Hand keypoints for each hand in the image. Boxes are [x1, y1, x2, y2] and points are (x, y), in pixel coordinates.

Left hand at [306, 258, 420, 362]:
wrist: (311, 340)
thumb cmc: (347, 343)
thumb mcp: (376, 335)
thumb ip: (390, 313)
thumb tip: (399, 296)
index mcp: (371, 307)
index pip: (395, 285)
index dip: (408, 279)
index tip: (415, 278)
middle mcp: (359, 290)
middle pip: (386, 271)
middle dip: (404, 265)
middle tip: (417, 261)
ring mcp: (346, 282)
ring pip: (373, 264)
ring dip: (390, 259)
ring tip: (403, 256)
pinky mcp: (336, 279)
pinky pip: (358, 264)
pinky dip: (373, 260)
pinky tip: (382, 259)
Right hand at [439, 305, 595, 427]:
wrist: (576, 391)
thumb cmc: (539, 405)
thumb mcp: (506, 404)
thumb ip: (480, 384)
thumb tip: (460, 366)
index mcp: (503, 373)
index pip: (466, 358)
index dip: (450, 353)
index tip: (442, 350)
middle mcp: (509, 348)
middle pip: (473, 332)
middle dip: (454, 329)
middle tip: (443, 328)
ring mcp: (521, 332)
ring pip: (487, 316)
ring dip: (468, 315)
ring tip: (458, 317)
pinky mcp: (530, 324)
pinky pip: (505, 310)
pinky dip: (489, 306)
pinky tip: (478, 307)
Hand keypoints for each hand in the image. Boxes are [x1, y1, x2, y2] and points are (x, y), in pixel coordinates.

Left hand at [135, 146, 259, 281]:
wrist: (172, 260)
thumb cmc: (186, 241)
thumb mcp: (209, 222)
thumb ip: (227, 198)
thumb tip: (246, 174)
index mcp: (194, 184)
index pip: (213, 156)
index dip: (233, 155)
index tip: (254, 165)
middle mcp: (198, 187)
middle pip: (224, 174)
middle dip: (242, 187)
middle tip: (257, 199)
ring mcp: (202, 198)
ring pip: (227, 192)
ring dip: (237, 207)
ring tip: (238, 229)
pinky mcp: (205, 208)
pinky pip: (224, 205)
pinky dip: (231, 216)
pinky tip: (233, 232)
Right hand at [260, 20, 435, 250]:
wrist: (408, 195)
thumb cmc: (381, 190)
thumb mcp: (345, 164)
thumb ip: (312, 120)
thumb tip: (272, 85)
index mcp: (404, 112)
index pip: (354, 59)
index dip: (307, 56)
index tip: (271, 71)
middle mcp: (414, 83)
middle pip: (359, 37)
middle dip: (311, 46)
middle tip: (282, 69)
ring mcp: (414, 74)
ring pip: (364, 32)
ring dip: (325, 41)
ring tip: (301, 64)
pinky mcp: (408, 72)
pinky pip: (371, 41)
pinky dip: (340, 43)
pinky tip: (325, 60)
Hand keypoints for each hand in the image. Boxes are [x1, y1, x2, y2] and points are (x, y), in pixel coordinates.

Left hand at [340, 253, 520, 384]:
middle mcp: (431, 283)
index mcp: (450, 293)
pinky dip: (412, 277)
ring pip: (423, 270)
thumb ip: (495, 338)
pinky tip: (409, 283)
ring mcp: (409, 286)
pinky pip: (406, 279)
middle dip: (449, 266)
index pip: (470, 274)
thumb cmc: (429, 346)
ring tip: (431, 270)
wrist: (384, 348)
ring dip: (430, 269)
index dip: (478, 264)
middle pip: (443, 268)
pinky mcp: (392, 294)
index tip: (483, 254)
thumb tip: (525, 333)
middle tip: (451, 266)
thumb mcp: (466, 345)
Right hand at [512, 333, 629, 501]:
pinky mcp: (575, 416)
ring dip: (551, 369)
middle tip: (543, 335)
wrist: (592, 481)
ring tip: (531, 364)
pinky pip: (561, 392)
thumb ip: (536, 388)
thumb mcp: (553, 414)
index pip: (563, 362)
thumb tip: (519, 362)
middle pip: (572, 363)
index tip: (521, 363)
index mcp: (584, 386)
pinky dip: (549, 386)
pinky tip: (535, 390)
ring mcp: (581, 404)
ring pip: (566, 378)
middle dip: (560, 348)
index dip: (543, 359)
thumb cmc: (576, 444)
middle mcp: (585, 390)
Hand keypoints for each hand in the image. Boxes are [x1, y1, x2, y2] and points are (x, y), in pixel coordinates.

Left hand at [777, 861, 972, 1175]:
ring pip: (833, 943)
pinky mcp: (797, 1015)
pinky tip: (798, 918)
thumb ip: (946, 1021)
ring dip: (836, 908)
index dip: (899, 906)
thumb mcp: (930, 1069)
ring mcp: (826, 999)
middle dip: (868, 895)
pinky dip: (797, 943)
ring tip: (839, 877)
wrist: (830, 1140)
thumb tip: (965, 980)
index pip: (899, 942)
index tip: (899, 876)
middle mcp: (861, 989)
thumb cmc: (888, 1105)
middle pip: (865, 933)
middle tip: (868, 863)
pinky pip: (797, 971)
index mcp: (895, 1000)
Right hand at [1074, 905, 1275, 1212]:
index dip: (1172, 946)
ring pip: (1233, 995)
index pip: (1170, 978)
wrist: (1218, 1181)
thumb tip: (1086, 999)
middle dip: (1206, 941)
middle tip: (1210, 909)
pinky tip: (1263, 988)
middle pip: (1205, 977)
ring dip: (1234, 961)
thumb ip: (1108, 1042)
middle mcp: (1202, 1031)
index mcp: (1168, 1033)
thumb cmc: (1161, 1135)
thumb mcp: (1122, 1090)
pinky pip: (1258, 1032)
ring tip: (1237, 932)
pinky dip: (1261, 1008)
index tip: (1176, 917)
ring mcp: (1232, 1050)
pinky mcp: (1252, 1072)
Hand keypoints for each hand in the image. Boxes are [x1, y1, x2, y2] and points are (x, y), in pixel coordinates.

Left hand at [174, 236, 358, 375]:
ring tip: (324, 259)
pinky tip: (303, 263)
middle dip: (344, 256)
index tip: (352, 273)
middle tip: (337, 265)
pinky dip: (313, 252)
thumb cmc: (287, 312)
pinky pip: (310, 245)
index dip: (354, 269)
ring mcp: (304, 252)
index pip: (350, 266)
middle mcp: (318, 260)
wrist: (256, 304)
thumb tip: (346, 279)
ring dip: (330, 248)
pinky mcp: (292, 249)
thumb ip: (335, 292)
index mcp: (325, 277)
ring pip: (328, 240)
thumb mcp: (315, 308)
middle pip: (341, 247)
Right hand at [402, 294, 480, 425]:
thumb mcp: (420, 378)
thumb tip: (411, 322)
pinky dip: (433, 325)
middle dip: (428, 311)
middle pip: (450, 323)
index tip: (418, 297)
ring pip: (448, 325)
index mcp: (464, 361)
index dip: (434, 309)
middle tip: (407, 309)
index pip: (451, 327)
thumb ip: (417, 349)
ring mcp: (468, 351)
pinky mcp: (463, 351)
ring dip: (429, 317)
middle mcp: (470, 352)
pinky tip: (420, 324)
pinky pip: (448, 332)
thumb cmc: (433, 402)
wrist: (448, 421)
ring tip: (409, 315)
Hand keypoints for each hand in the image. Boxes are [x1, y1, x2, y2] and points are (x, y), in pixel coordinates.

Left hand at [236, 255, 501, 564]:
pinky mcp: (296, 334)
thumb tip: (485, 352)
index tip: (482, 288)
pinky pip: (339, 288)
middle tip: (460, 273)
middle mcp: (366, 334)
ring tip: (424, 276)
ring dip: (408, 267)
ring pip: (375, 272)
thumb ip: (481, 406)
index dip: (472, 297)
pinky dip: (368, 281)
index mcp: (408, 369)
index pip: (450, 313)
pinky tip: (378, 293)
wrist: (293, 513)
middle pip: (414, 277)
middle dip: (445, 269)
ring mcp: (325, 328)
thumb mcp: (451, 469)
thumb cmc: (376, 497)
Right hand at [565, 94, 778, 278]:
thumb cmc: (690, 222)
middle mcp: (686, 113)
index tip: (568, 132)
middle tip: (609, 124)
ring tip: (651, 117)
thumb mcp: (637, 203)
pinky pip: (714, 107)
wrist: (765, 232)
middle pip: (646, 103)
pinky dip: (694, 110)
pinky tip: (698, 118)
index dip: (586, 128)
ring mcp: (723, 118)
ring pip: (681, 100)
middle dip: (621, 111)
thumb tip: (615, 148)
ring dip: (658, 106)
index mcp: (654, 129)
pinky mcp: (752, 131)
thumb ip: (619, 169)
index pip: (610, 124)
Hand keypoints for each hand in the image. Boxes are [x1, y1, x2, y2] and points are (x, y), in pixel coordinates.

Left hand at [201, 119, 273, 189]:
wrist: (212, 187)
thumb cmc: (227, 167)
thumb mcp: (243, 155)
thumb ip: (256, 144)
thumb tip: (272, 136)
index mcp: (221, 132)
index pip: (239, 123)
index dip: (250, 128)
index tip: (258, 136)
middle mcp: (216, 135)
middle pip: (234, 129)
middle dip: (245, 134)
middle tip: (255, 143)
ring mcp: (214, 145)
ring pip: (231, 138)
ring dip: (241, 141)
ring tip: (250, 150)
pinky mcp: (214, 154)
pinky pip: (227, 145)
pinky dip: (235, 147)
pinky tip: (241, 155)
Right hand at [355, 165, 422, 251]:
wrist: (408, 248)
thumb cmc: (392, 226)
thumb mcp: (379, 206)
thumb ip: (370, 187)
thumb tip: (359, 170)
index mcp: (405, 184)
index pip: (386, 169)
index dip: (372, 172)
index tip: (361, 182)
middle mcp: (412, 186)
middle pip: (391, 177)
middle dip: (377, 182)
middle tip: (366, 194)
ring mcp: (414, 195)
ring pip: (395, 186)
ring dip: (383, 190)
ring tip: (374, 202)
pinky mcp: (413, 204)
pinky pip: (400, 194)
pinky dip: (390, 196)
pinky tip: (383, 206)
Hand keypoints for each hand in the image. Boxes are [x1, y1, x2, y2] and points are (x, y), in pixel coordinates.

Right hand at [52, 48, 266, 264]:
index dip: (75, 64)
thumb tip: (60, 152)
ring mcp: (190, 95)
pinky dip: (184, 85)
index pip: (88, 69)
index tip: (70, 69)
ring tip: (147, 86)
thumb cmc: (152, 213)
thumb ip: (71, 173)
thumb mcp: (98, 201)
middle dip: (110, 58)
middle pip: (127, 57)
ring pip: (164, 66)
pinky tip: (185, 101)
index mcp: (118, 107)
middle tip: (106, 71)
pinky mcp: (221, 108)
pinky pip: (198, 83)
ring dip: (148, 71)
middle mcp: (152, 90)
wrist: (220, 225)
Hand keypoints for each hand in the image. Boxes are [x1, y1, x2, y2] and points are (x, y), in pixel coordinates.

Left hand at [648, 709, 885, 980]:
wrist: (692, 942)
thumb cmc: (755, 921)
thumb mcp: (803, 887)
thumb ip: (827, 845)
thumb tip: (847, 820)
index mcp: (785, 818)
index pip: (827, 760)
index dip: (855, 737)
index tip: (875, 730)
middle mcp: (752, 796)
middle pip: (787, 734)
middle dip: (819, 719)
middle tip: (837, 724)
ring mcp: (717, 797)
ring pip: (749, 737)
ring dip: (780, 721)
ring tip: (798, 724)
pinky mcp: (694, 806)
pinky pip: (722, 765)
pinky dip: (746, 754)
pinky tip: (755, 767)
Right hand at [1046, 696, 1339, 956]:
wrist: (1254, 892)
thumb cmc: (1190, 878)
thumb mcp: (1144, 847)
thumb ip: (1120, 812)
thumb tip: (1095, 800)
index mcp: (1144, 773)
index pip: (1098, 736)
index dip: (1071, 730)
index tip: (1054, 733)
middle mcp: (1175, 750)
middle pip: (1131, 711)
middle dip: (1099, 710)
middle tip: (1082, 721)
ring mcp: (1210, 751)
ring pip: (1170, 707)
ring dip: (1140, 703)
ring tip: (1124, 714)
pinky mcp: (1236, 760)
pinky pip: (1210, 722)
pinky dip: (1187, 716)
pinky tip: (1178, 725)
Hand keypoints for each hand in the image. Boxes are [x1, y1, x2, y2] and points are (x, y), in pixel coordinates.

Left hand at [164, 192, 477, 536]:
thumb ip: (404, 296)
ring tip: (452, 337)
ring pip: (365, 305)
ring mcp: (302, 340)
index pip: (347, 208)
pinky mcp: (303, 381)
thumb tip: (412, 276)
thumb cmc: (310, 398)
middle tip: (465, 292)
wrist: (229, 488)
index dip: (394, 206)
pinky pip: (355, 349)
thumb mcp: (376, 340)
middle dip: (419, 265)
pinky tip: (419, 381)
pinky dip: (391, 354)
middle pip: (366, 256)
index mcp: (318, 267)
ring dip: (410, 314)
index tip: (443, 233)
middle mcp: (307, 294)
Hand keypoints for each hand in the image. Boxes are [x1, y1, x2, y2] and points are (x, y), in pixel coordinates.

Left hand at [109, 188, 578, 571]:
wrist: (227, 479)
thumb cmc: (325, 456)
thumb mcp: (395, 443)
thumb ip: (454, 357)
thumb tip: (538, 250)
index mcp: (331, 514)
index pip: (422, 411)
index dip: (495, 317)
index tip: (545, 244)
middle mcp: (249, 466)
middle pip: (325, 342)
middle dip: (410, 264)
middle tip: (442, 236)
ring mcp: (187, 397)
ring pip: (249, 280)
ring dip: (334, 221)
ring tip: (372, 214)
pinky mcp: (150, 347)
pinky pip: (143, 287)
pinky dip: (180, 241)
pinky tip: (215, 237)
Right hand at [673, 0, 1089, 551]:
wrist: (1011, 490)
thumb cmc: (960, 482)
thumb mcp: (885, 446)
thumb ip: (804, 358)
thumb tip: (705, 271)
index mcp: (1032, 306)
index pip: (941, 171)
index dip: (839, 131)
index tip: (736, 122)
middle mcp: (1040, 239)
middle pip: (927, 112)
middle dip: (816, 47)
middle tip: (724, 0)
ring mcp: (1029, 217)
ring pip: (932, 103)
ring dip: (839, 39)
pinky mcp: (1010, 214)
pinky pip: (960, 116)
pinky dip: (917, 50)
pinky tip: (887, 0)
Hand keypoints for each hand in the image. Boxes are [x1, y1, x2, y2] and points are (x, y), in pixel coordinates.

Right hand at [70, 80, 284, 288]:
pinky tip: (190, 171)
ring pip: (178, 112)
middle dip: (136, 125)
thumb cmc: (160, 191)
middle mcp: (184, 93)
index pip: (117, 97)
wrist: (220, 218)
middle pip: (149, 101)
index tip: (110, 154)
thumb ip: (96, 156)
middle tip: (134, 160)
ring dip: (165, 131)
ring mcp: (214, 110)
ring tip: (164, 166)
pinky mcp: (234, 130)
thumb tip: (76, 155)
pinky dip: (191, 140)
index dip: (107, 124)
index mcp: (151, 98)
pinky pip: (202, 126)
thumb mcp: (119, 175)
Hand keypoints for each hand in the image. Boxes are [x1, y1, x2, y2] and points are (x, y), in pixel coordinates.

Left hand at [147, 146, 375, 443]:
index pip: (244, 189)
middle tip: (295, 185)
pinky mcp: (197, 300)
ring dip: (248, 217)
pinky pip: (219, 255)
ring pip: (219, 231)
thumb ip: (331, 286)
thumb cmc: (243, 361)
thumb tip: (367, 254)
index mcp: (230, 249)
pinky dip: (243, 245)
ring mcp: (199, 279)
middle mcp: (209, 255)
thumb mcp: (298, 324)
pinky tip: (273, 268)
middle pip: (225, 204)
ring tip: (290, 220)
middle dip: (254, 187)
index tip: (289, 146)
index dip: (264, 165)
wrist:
__________
* [WHAT NEEDS TO BE DONE]
Beginning with the line holding "pinky pip: (722, 765)" and ending with the line holding "ring mcp: (1029, 217)", write out the stretch of material above exactly; add no further lines.

* [RESULT FOR THIS EXERCISE]
pinky pip: (722, 765)
pinky dip: (746, 754)
pinky tip: (755, 767)
Right hand at [1046, 696, 1339, 956]:
wrist: (1254, 892)
thumb cmc: (1190, 878)
thumb mcp: (1144, 847)
thumb ip: (1120, 812)
thumb tip: (1095, 800)
index mcp: (1144, 773)
index pip: (1098, 736)
index dip: (1071, 730)
index tip: (1054, 733)
middle mcp: (1175, 750)
middle pip: (1131, 711)
middle dip: (1099, 710)
middle tip: (1082, 721)
ring mcp: (1210, 751)
ring pip: (1170, 707)
ring dip: (1140, 703)
ring tip: (1124, 714)
pinky mcp: (1236, 760)
pinky pip: (1210, 722)
pinky dip: (1187, 716)
pinky tip: (1178, 725)
Hand keypoints for each hand in the image. Boxes are [x1, y1, x2, y2] and points are (x, y), in pixel coordinates.

Left hand at [164, 192, 477, 536]:
thumb ip: (404, 296)
ring tip: (452, 337)
ring pip: (365, 305)
ring mcp: (302, 340)
index pip: (347, 208)
pinky mcp: (303, 381)
thumb tip: (412, 276)
thumb cmc: (310, 398)
middle tip: (465, 292)
wrist: (229, 488)
index dip: (394, 206)
pinky pip: (355, 349)
thumb mcp: (376, 340)
middle dip: (419, 265)
pinky tip: (419, 381)
pinky dip: (391, 354)
middle pip: (366, 256)
index mcp: (318, 267)
ring dip: (410, 314)
index tip: (443, 233)
middle mcp: (307, 294)
Hand keypoints for each hand in the image. Boxes are [x1, y1, x2, y2] and points are (x, y), in pixel coordinates.

Left hand at [109, 188, 578, 571]:
wrist: (227, 479)
thumb cmc: (325, 456)
thumb mcp: (395, 443)
thumb ip: (454, 357)
thumb tip: (538, 250)
index mcp: (331, 514)
index pip: (422, 411)
index dip: (495, 317)
index tip: (545, 244)
middle mcp: (249, 466)
middle pip: (325, 342)
middle dip: (410, 264)
middle tip: (442, 236)
ring mcp: (187, 397)
ring pip: (249, 280)
ring dip: (334, 221)
ring tip: (372, 214)
pinky mcp: (150, 347)
pinky pip: (143, 287)
pinky dip: (180, 241)
pinky tip: (215, 237)
Right hand at [673, 0, 1089, 551]:
wrist: (1011, 490)
thumb cmc: (960, 482)
thumb mcp: (885, 446)
thumb ip: (804, 358)
thumb tip: (705, 271)
index mcp: (1032, 306)
index pip: (941, 171)
index dip: (839, 131)
index tip: (736, 122)
middle mcp: (1040, 239)
middle pip: (927, 112)
middle dip: (816, 47)
middle tip: (724, 0)
ring mcp: (1029, 217)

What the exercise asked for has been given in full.